Word-for-word reproduction, images excluded: copy every entry below.

★ ★ ★ ★ ★ ★ ★

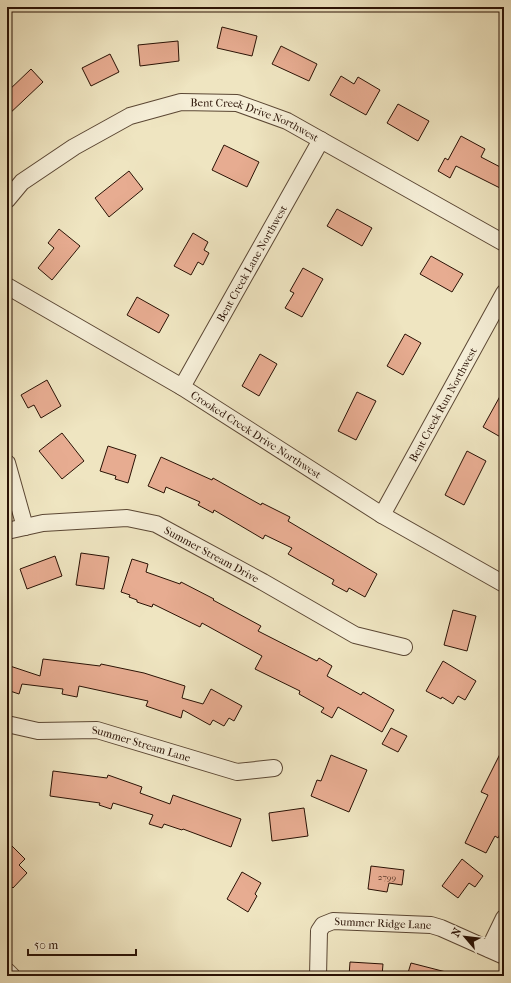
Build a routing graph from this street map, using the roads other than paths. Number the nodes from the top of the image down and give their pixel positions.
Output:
1 (321, 140) junction
2 (7, 200) edge
3 (504, 243) edge
4 (7, 286) edge
5 (504, 293) edge
6 (182, 387) junction
7 (7, 463) edge
8 (382, 515) junction
9 (25, 527) junction
10 (7, 532) edge
11 (504, 584) edge
12 (404, 647) dead end
13 (7, 724) edge
14 (274, 768) dead end
15 (504, 918) edge
16 (489, 949) junction
17 (504, 956) edge
18 (7, 971) edge
19 (12, 976) edge
20 (318, 976) edge

1 - 2 street, Bent Creek Drive Northwest
1 - 3 street, Bent Creek Drive Northwest
1 - 6 street, Bent Creek Lane Northwest
4 - 6 street, Crooked Creek Drive Northwest
5 - 8 street, Bent Creek Run Northwest
6 - 8 street, Crooked Creek Drive Northwest
7 - 9 street
8 - 11 street, Crooked Creek Drive Northwest
9 - 10 street, Summer Stream Drive
9 - 12 street, Summer Stream Drive
13 - 14 street, Summer Stream Lane
15 - 16 street
16 - 17 street, Summer Ridge Lane
16 - 20 street, Summer Ridge Lane
18 - 19 street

★ ★ ★ ★ ★ ★ ★

== EXPECTED ANSWER ==
Build a routing graph from this street map, using the roads other than paths. Number the nodes from the top of the image down and give their pixel positions.
Output:
1 (321, 140) junction
2 (7, 200) edge
3 (504, 243) edge
4 (7, 286) edge
5 (504, 293) edge
6 (182, 387) junction
7 (7, 463) edge
8 (382, 515) junction
9 (25, 527) junction
10 (7, 532) edge
11 (504, 584) edge
12 (404, 647) dead end
13 (7, 724) edge
14 (274, 768) dead end
15 (504, 918) edge
16 (489, 949) junction
17 (504, 956) edge
18 (7, 971) edge
19 (12, 976) edge
20 (318, 976) edge

1 - 2 street, Bent Creek Drive Northwest
1 - 3 street, Bent Creek Drive Northwest
1 - 6 street, Bent Creek Lane Northwest
4 - 6 street, Crooked Creek Drive Northwest
5 - 8 street, Bent Creek Run Northwest
6 - 8 street, Crooked Creek Drive Northwest
7 - 9 street
8 - 11 street, Crooked Creek Drive Northwest
9 - 10 street, Summer Stream Drive
9 - 12 street, Summer Stream Drive
13 - 14 street, Summer Stream Lane
15 - 16 street
16 - 17 street, Summer Ridge Lane
16 - 20 street, Summer Ridge Lane
18 - 19 street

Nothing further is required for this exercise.